Conclusion and Reflections
Delivering behavioral telehealth services in rural school settings maximizes reach, minimizes barriers, and ensures that interventions occur in a familiar, supportive, and collaborative environment. Programs like HLSB have potential to serve as a replicable program model as state-wide youth mental health initiatives move toward advancing school-based behavioral health programming and infrastructure. For example, state legislation passed in 2020 (SB 476) sought to enhance mental health support available in K-12 schools; in 2023, the North Carolina Department of Health and Human Services, in partnership with the North Carolina Department of Public Instruction, developed a state-wide School-Behavioral Health Action Plan including investment proposals supporting school-based telehealth pilot programs.19,20
As the integration of telehealth and school-based health care continues, there is also a need for interconnected research, policy, and practice agendas on state, regional, and local levels. Groups like the Collaborative for the Advancement of School Telehealth are aiding these efforts, creating a consortium of school-based telehealth programs from across the Carolinas, Georgia, and Virginia where shared learning, research, and program sustainability planning can convene.21 No matter what the next direction of school-based telehealth services is, one thing is certain: for as long as it can, HLSB will continue to bridge barriers and support rural youth one telehealth connection at a time.
Acknowledgments
Our sincerest thanks to Sarah Maness, PhD, MPH, Department of Health Education and Promotion at East Carolina University, for additional editorial assistance and review.

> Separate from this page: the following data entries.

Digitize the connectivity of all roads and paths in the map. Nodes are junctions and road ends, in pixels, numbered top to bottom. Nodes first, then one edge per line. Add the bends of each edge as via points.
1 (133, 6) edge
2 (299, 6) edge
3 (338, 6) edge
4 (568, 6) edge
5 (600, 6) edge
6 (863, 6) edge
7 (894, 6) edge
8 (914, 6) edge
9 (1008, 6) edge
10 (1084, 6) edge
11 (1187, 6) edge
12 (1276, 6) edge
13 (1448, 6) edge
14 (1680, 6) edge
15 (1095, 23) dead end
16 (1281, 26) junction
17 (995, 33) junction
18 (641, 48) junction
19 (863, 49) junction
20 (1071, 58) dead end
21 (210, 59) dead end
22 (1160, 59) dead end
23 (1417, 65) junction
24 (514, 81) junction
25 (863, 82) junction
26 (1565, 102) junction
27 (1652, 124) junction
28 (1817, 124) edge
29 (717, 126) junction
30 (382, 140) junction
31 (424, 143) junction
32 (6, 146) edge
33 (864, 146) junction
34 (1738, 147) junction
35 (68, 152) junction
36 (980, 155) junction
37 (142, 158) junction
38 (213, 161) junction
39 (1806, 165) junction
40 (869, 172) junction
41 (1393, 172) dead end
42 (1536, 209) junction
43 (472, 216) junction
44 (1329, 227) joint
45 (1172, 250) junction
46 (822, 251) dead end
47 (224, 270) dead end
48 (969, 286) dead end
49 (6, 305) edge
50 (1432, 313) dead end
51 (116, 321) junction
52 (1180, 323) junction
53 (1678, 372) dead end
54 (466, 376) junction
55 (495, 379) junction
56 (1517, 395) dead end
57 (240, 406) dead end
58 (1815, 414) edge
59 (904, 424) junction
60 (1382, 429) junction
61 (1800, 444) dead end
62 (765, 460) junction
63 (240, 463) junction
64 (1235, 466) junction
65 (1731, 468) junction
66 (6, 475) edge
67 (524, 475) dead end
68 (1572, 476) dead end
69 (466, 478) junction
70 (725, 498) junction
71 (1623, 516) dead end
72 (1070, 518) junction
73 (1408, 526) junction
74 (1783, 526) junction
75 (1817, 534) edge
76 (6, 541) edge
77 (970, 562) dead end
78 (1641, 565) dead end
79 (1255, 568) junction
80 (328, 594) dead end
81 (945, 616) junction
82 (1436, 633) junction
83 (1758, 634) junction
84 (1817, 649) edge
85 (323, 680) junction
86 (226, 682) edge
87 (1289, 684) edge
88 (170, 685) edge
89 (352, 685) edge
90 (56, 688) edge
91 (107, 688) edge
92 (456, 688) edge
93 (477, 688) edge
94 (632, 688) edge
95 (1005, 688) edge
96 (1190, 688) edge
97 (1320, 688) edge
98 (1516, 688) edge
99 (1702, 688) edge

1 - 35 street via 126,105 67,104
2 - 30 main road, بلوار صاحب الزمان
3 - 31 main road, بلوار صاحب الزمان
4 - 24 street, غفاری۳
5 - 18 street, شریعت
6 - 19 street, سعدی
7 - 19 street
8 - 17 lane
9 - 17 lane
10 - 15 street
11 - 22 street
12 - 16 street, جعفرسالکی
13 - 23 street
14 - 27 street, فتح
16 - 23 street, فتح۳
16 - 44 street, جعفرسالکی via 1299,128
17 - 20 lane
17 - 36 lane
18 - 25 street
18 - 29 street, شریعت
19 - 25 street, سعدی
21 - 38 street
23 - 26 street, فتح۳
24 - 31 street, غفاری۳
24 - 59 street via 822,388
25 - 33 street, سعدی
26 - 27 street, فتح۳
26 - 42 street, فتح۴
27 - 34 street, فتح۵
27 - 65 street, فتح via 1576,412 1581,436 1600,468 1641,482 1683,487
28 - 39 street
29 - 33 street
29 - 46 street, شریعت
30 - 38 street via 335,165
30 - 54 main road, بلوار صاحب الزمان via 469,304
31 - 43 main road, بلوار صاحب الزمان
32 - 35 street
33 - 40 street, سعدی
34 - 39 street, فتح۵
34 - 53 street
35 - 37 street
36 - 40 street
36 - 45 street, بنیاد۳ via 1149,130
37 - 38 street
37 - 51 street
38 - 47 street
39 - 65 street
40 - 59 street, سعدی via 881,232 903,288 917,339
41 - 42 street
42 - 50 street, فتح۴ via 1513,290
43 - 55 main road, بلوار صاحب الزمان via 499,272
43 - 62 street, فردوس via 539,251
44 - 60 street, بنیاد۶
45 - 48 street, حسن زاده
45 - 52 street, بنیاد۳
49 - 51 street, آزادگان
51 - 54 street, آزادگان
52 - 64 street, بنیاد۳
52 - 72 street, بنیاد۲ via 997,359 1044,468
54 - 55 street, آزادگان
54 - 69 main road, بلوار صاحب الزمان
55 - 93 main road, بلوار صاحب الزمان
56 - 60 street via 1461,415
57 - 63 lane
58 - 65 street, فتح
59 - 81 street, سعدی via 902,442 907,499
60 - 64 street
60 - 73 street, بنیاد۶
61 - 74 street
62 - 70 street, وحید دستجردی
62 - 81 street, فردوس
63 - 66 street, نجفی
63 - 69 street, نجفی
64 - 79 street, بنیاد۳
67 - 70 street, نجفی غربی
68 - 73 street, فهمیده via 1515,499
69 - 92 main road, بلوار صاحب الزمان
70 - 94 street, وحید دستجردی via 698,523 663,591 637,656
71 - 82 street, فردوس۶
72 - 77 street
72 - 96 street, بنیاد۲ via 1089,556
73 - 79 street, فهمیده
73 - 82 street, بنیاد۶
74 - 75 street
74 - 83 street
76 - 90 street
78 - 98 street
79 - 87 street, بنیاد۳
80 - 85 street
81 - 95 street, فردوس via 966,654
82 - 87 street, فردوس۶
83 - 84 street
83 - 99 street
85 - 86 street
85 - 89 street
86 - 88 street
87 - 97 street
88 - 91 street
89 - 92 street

The Institutional Review Board at East Carolina University has reviewed all data collection protocols utilized for purposes of this article and provided IRB approval (IRB: UMCIRB 25-001825). All data presented were fully de-identified prior to investigator access.
Financial support
The Healthier Lives at School and Beyond Telemedicine Program has received generous funding from the following sources: Health Resources and Services Administration (HRSA) of the U.S. Department of Health and Human Services (DHHS) Office for Advancement of Telehealth; Anonymous Trust; The Harold H. Bate Foundation; Foundation for Health Leadership and Innovation; United Healthcare; North Carolina Department of Health and Human Services (NCDHHS); ECU Health Foundation; and North Carolina Blue Cross Blue Shield.
Disclosure of interests
The author and program affiliates have no relevant disclosures to report.